In recent years, there’s been a wider movement in crime fiction to sideline perpetrators and focus on victims. This includes Ivy Pochoda’s These Women (2020), a similarly polyphonic thriller set in Los Angeles; Stacy Willingham’s A Flicker in the Dark (2022), which is narrated by the daughter of a serial killer; and Jennifer Hillier’s Jar of Hearts (2018), which follows a murder victim, a woman convicted as an accomplice and a detective. 

Around the time she was quarantining with her family in New York’s Hudson Valley in spring 2020, Michallon watched Ted Bundy: Falling for a Killer (2020), a docuseries inspired in part by the memoir of Bundy’s girlfriend Elizabeth Kendall, in which the survivors speak directly to the camera about their experiences. “Who were these people? What were they on their way to do? What lives were lost?” Michallon wondered. “We don’t really think about the people who are around them, and what happens to them afterwards and the ways in which they themselves were probably traumatized.” 

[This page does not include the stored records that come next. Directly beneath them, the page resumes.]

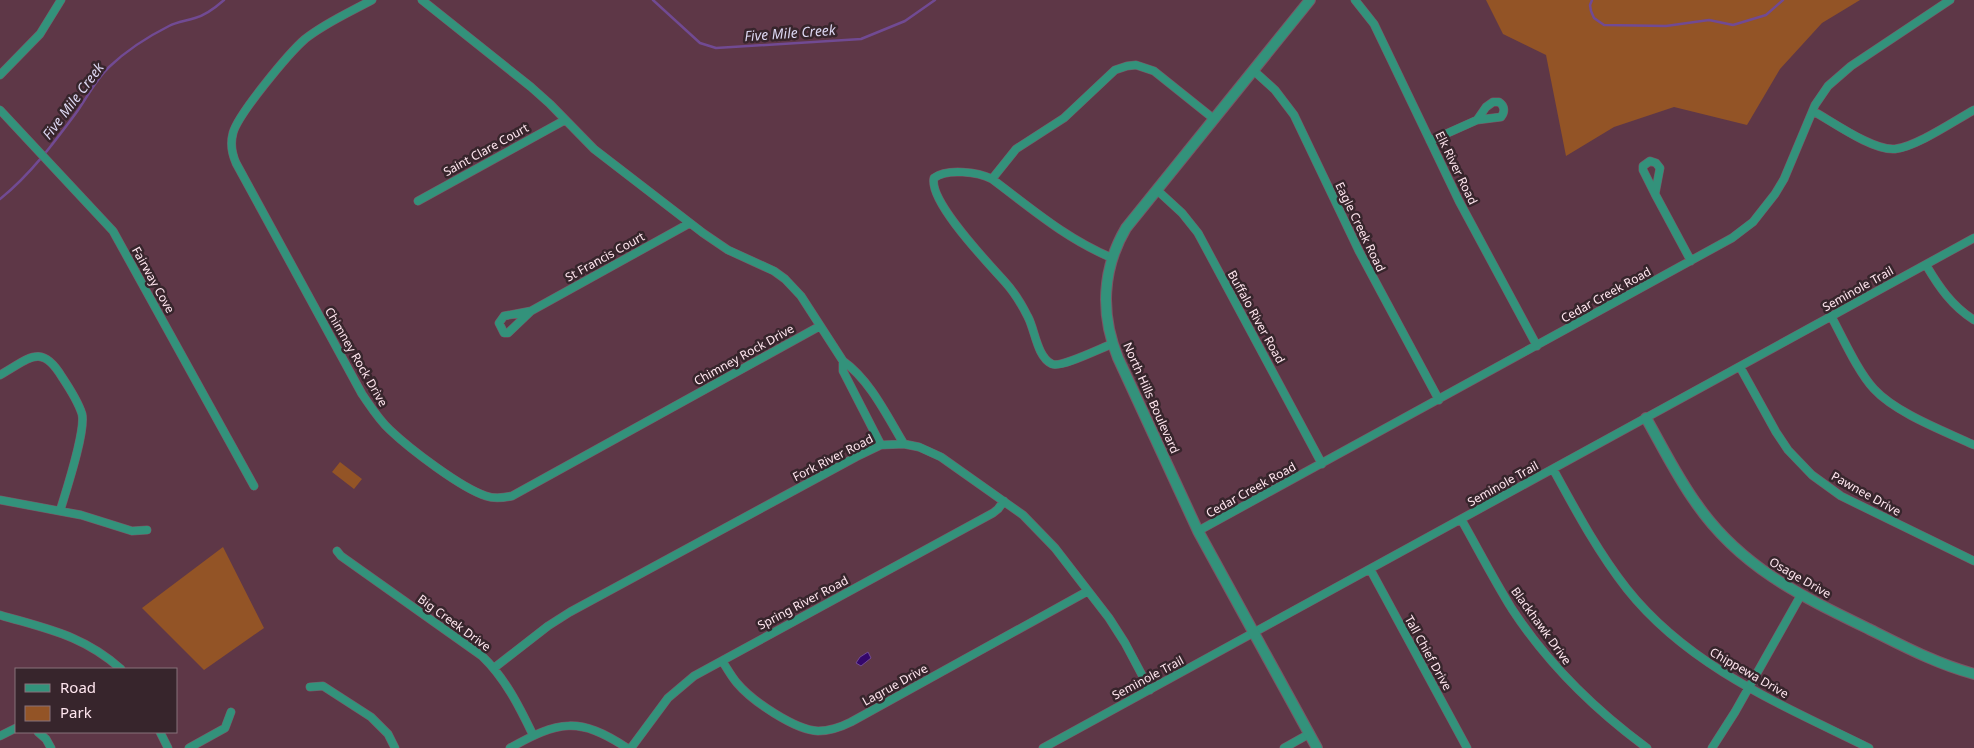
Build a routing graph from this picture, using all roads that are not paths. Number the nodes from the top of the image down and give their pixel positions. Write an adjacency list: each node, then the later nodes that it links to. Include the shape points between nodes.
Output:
1 (61, 0): 8 (street, via 40,34)
2 (372, 0): 28 (street, Chimney Rock Drive, via 317,31 294,51 239,120 231,147 236,163 362,394 389,430 421,456 478,493 498,498 512,496)
3 (422, 0): 13 (street, via 531,87)
4 (1310, 0): 7 (street, North Hills Boulevard)
5 (1355, 0): 15 (street, Elk River Road, via 1374,24)
6 (1950, 0): 11 (street, Cedar Creek Road, via 1838,75)
7 (1253, 70): 12 (street, North Hills Boulevard); 34 (street, Eagle Creek Road, via 1275,90 1294,115 1359,251)
8 (0, 75)
9 (0, 110): 41 (street, Fairway Cove, via 113,231)
10 (1974, 110): 11 (street, via 1914,143 1895,149 1875,146)
11 (1813, 111): 23 (street, Cedar Creek Road, via 1784,179 1770,202 1745,229)
12 (1214, 118): 16 (street, via 1154,71 1136,65 1122,67 1109,74 1064,118 1016,149); 17 (street, North Hills Boulevard)
13 (564, 120): 19 (street, Saint Clare Court); 20 (street, via 594,149)
14 (1477, 120): 15 (street)
15 (1430, 141): 30 (street, Elk River Road)
16 (992, 179): 22 (street, via 1065,234); 29 (street, via 973,172 936,176 933,187 963,234 1012,290 1029,318 1047,360 1055,365 1066,363)
17 (1157, 190): 22 (street, North Hills Boulevard, via 1126,228); 39 (street, Buffalo River Road, via 1198,233)
18 (1654, 194): 23 (street)
19 (418, 201)
20 (690, 223): 25 (street, St Francis Court); 28 (street, via 728,250 785,279 801,296)
21 (1974, 238): 24 (street, Seminole Trail)
22 (1112, 258): 29 (street, North Hills Boulevard, via 1105,308)
23 (1691, 261): 30 (street, Cedar Creek Road)
24 (1926, 264): 26 (street, Seminole Trail); 27 (street, via 1942,292)
25 (530, 311)
26 (1831, 316): 32 (street, Seminole Trail); 38 (street, via 1866,380 1882,398)
27 (1974, 320)
28 (820, 326): 31 (street)
29 (1112, 344): 47 (street, North Hills Boulevard)
30 (1537, 346): 34 (street, Cedar Creek Road)
31 (843, 361): 36 (street, via 870,390); 37 (street, via 843,371)
32 (1740, 366): 35 (street, Seminole Trail); 49 (street, Pawnee Drive, via 1776,432 1812,475 1841,496)
33 (0, 375): 44 (street, via 31,358 43,356 55,366 78,403 82,430)
34 (1439, 400): 39 (street, Cedar Creek Road)
35 (1646, 418): 40 (street, Seminole Trail); 52 (street, Osage Drive, via 1694,501 1717,530 1761,570)
36 (904, 444): 37 (street, Fork River Road); 43 (street, Fork River Road, via 941,457)
37 (881, 445): 57 (street, Fork River Road, via 570,612)
38 (1974, 445)
39 (1322, 464): 47 (street, Cedar Creek Road)
40 (1554, 469): 45 (street, Seminole Trail); 60 (street, Chippewa Drive, via 1598,549 1628,590 1687,648)
41 (254, 486)
42 (0, 500): 44 (street)
43 (1004, 501): 51 (street, Fork River Road, via 1046,538); 55 (street, Spring River Road, via 993,513)
44 (60, 511): 46 (street, via 132,531)
45 (1461, 519): 50 (street, Seminole Trail); 80 (street, Blackhawk Drive, via 1505,598 1544,653 1602,713)
46 (147, 530)
47 (1198, 532): 54 (street, North Hills Boulevard)
48 (337, 552): 57 (street, Big Creek Drive)
49 (1974, 561)
50 (1370, 569): 54 (street, Seminole Trail); 79 (street, Tall Chief Drive)
51 (1088, 591): 55 (street, Lagrue Drive, via 851,722 828,730 805,729 782,718 736,683); 61 (street, Fork River Road, via 1124,643)
52 (1801, 595): 58 (street, Osage Drive, via 1920,654); 60 (street)
53 (0, 615): 56 (street, via 79,640)
54 (1254, 634): 61 (street, Seminole Trail); 66 (street, North Hills Boulevard)
55 (722, 660): 75 (street, Spring River Road, via 694,676 668,698)
56 (119, 668)
57 (494, 668): 67 (street, Big Creek Drive)
58 (1974, 674)
59 (310, 687): 72 (street, via 323,686 371,717 388,734)
60 (1749, 688): 81 (street); 82 (street, Chippewa Drive)
61 (1150, 690): 76 (street, Seminole Trail)
62 (231, 712): 71 (street, via 225,728)
63 (15, 728): 68 (street)
64 (39, 733): 69 (street)
65 (160, 733): 70 (street)
66 (1309, 734): 77 (street); 78 (street, North Hills Boulevard)
67 (533, 735): 73 (street); 74 (street, via 557,726 579,726 603,734)
68 (0, 736)
69 (51, 748)
70 (168, 748)
71 (189, 748)
72 (395, 748)
73 (510, 748)
74 (627, 748)
75 (631, 748)
76 (1043, 748)
77 (1284, 748)
78 (1316, 748)
79 (1467, 748)
80 (1647, 748)
81 (1712, 748)
82 (1870, 748)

In many thrillers, violence tends to be the narrative engine. “Even if the writer is making it clear that they disapprove, or this is a bad and horrific thing that’s happening, it still functions in a sort of plot-architecture way as a moment of excitement,” says Rachel Monroe, author of Savage Appetites: Four True Stories of Women, Crime, and Obsession

Link to the rest at The Wall Street Journal

4 thoughts on “In Crime Fiction, Who Gets to Tell the Story?”

    • Or require it.
      They’re not going up against Sherlock Holmes, exactly.

      Serial killers are great fodder for certain kinds of stories, though. Most particularly on TV. Aftervall, what better fit for serialized story telling tgan a serial killer? 😉
      NBC’s BLACKLIST features a criminal mastermind who is both.

  1. Agreed that the serial killer being “brilliant mastermind” hype is overblown. The deal with them is that most people are killed by someone they know, so the police have a starting point for whodunit. Serial killers are strangers, so actual detecting has to happen. If I remember correctly, you had to have three victims before determining a serial killer is in play. Add in the lack of technology to aid investigations in famous cases from the past, e.g., the police in one precinct may not have known about the victims in other towns — and it just seems like the killers are fiendishly clever.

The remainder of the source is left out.